O artigo 88 do Código de Processo Civil especifica as causas em que a competência internacional é concorrente: pode essas causas também ser julgadas por Tribunais estrangeiros. A sentença proferida no estrangeiro será eficaz no território brasileiro, desde que homologada pelo STJ, e acordo com critérios vários, tais como: não ofenda a soberania brasileira, tenha sido examinada por Juiz competente, o processo não esteja viciado, transitada em julgado.

São hipóteses de competência internacional concorrente: a) se o réu estiver domiciliado no Brasil, não importando a sua nacionalidade; b) se no Brasil houver de ser cumprida a obrigação, não importa onde ela foi contraída; c) se a ação originar-se de fato ou ato ocorrido no Brasil.

O artigo 89 do Código de Processo Civil especifica as causas em que a competência dos Tribunais brasileiros é exclusiva. Sentença estrangeira proferida em tais casos não pode produzir qualquer efeito no território brasileiro; será ato sem qualquer importância. Não há como homologá-la no Brasil. São os casos de: a) qualquer ação relativa a imóvel situado no Brasil; b) proceder a inventário e partilha de bens situados no Brasil, ainda que o autor da herança seja estrangeiro e tenha residido fora do território nacional.

A ação intentada perante Tribunal estrangeiro não induz litispendência no Brasil, salvo se a sentença estrangeira tiver sido homologada pela Justiça brasileira. Esta regra, naturalmente, só existe em função dos casos de competência concorrente, pois, dessa forma, é natural que a lei interna prefira o julgamento por nossos Tribunais. A verificação de litispendência há de ser feita pelo Juiz de primeira instância, tendo ele que examinar se a sentença proferida no estrangeiro possui certos requisitos de admissibilidade para eventual homologação.

A competência funcional relaciona-se com a distribuição das funções que devem ser exercidas em um mesmo processo. Toma-se por critério de distribuição aspectos endoprocessuais (internos), relacionados com o exercício das diversas atribuições que são exigidas do magistrado durante toda a marcha processual. O critério funcional puro é aquele que poderá ser auferido somente da relação jurídica processual.

Registre-se ser o caso de competência territorial absoluta, semelhante ao regime do foro da situação da coisa, para as ações reais imobiliárias previstas na parte final do artigo 95 do Código de Processo Civil.

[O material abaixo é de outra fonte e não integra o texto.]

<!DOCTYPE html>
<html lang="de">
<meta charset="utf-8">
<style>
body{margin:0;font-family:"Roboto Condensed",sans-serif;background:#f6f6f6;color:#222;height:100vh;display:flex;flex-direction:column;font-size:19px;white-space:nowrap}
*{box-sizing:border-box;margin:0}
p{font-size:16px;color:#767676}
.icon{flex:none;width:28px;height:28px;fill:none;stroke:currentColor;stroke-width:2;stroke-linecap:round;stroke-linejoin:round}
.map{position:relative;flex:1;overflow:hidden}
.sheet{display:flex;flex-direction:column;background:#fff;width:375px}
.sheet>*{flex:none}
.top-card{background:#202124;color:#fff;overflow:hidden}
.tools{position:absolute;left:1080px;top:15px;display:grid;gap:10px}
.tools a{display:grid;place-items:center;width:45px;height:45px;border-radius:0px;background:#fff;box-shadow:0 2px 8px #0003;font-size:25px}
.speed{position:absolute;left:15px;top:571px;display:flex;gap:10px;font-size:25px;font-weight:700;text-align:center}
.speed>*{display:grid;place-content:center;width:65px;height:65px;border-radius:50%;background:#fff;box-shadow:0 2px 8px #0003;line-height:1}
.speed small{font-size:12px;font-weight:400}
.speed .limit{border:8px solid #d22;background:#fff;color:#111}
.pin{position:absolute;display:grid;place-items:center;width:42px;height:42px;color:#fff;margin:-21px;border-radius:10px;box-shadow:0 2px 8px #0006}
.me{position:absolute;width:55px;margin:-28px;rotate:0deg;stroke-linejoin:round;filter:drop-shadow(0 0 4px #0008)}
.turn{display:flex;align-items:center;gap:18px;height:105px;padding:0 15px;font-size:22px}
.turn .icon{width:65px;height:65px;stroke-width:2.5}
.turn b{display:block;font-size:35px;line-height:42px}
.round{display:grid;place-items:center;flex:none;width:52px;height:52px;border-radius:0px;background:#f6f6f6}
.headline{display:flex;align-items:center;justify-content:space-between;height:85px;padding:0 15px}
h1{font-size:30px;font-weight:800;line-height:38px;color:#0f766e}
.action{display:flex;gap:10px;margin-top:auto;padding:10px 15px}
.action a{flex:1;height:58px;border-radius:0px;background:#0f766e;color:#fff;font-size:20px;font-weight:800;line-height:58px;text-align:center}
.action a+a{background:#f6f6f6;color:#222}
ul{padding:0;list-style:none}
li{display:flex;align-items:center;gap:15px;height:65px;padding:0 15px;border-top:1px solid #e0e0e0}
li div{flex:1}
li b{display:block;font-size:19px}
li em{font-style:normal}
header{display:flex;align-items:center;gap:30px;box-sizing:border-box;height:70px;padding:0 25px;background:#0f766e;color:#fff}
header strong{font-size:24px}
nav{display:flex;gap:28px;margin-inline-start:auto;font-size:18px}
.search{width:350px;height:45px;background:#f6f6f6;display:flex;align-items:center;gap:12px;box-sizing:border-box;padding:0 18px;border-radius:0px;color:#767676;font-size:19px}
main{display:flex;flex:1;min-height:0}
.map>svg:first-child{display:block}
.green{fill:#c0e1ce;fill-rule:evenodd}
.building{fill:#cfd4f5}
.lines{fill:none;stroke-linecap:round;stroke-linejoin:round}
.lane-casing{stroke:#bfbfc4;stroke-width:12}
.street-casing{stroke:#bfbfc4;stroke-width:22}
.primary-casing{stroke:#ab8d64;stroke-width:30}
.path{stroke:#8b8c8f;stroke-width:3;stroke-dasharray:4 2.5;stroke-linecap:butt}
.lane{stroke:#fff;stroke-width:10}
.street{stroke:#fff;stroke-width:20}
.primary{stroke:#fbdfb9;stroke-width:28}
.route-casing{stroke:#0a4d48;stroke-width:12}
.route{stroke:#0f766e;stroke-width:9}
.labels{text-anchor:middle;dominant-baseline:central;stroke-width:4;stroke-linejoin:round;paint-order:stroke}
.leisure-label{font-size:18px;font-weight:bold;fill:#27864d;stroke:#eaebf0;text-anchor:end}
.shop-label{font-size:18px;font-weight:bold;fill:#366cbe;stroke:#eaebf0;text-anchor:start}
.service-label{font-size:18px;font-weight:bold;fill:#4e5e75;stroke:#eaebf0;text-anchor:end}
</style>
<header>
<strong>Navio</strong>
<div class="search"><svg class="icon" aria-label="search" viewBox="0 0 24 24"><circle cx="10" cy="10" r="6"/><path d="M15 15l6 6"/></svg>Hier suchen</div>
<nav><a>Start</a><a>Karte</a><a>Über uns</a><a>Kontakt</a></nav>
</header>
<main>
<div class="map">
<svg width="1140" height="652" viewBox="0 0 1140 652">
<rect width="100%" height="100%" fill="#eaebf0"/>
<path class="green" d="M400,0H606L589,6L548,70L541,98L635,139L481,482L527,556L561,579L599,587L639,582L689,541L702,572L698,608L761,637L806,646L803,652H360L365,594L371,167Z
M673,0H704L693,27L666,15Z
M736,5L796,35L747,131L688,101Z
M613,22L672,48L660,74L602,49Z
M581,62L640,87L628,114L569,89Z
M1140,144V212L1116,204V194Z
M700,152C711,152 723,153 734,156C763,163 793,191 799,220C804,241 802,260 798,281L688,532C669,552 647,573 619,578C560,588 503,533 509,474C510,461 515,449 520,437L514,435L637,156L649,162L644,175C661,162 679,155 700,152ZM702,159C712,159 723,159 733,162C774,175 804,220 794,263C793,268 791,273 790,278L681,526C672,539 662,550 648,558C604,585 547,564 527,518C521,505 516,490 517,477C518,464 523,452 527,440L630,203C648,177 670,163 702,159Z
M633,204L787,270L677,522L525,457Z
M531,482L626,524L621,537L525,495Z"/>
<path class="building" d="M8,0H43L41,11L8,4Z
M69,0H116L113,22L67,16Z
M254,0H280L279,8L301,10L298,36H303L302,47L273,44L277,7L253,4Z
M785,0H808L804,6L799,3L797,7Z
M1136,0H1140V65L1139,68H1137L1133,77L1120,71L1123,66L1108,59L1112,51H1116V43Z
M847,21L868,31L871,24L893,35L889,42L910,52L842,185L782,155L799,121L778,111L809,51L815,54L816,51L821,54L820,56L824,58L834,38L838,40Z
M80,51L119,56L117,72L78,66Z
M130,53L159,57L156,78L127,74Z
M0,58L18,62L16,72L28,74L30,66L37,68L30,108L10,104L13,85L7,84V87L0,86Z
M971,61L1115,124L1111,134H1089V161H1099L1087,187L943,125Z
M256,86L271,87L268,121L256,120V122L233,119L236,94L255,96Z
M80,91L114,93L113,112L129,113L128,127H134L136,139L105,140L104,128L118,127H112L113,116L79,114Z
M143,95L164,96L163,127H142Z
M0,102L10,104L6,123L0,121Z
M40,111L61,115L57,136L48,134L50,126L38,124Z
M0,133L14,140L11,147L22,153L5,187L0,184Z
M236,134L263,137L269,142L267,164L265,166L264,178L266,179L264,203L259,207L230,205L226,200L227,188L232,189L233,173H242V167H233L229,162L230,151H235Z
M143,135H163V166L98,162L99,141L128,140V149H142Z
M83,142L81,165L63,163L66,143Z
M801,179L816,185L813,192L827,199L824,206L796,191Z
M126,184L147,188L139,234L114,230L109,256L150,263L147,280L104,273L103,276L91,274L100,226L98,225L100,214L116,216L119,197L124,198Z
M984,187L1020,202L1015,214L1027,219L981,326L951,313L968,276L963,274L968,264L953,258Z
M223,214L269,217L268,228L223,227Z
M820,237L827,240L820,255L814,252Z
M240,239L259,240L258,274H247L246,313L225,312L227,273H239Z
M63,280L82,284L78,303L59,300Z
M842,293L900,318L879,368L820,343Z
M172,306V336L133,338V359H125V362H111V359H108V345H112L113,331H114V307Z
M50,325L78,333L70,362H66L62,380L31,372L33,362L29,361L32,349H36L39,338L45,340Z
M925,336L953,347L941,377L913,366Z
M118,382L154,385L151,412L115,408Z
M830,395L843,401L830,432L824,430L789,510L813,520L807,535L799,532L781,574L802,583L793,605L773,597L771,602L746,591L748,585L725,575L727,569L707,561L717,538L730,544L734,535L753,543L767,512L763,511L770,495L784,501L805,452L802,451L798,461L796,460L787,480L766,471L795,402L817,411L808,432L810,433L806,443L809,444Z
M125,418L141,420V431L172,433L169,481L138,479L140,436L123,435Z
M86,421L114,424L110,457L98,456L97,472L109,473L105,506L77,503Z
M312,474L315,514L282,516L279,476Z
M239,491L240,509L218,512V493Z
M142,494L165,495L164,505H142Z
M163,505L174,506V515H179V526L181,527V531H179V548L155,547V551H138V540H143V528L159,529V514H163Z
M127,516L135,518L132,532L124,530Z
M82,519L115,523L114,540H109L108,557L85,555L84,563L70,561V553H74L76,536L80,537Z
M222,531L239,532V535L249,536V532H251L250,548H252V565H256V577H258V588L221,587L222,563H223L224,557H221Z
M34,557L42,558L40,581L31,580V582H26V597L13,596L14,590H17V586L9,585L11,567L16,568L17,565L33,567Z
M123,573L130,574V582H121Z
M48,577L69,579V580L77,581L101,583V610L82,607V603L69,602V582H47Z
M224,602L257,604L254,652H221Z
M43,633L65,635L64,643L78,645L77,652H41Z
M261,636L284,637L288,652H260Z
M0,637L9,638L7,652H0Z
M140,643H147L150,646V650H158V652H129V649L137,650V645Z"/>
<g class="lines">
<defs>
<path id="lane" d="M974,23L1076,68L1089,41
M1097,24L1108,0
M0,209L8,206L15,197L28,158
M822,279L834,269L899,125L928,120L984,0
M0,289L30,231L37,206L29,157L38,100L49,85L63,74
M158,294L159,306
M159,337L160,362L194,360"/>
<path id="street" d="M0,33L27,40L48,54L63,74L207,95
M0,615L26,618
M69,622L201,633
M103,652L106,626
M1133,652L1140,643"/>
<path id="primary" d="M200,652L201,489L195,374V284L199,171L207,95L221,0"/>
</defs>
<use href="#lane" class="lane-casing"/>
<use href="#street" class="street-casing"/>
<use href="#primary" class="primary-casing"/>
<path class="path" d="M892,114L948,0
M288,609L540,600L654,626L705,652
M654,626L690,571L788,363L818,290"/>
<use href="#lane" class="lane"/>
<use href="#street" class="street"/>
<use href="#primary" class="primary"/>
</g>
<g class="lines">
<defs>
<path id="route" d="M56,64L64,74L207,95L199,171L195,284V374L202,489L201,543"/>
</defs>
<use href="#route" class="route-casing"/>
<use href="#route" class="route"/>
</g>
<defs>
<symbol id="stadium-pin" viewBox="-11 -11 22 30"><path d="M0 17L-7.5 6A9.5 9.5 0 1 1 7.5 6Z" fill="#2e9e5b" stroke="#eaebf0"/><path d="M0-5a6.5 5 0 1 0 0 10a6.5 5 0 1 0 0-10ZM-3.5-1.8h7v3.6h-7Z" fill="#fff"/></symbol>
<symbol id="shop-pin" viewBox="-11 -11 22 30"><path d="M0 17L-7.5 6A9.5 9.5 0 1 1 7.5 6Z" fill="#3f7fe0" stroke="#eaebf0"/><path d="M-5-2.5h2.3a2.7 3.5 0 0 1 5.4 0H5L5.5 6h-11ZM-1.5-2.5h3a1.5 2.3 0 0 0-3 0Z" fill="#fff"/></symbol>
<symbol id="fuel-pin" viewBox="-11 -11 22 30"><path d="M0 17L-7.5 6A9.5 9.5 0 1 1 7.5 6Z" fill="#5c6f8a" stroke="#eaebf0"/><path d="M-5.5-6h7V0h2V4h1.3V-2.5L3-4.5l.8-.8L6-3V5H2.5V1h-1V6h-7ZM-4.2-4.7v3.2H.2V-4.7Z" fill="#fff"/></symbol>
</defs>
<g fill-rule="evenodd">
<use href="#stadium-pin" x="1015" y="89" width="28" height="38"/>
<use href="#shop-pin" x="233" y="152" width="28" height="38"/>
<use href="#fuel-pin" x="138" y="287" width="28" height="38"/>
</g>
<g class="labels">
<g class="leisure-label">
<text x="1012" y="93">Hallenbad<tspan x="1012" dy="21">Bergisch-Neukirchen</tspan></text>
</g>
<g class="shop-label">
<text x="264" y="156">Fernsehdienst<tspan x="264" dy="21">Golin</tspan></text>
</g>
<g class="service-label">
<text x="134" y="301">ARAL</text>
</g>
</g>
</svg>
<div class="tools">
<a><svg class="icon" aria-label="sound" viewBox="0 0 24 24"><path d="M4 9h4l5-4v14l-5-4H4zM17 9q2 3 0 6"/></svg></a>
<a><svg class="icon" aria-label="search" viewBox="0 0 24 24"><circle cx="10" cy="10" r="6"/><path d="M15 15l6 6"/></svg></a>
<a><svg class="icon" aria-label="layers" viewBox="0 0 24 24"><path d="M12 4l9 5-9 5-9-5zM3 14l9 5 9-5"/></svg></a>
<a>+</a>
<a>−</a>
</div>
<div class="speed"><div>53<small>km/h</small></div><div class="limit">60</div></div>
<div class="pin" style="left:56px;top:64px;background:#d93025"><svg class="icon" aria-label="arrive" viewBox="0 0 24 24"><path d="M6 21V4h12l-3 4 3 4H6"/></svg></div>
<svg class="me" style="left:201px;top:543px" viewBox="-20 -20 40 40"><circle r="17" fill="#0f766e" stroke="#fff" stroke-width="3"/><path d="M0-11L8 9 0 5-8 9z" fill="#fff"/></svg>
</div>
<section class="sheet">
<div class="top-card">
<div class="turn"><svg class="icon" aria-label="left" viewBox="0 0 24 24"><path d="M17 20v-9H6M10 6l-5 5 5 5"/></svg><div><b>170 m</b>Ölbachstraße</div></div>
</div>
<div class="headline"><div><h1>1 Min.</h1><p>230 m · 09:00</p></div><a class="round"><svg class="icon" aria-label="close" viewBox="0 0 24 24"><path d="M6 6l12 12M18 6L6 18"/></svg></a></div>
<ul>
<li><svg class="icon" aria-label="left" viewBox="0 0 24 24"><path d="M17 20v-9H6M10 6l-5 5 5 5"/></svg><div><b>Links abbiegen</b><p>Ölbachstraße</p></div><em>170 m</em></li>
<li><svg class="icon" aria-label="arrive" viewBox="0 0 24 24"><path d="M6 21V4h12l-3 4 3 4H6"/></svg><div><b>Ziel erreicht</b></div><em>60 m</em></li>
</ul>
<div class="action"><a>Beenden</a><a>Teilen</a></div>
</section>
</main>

O artigo 132 do Código de Processo Civil estabelece o chamado princípio da identidade física do Juiz, segundo o qual o Juiz da sentença deve ser o mesmo que ultimou audiência de instrução e julgamento. Trata-se de regra que deriva do princípio da oralidade, segundo o qual as provas devem ser produzidas perante o magistrado que julgará a causa (são condições a colheita de prova oral e o Juiz não pode, por qualquer motivo, estar afastado ou impedido). Impõe, com isso, hipótese de competência funcional e, pois, absoluta e o desrespeito autoriza o ajuizamento de ação rescisória.

O Código de Defesa do Consumidor determina que o foro competente para a discussão das relações de consumo é o do domicílio do autor-consumidor. O Estatuto do Idoso determina a competência absoluta do domicílio do idoso, para as causas relacionadas a direitos difusos, coletivos, individuais indisponíveis e homogêneos.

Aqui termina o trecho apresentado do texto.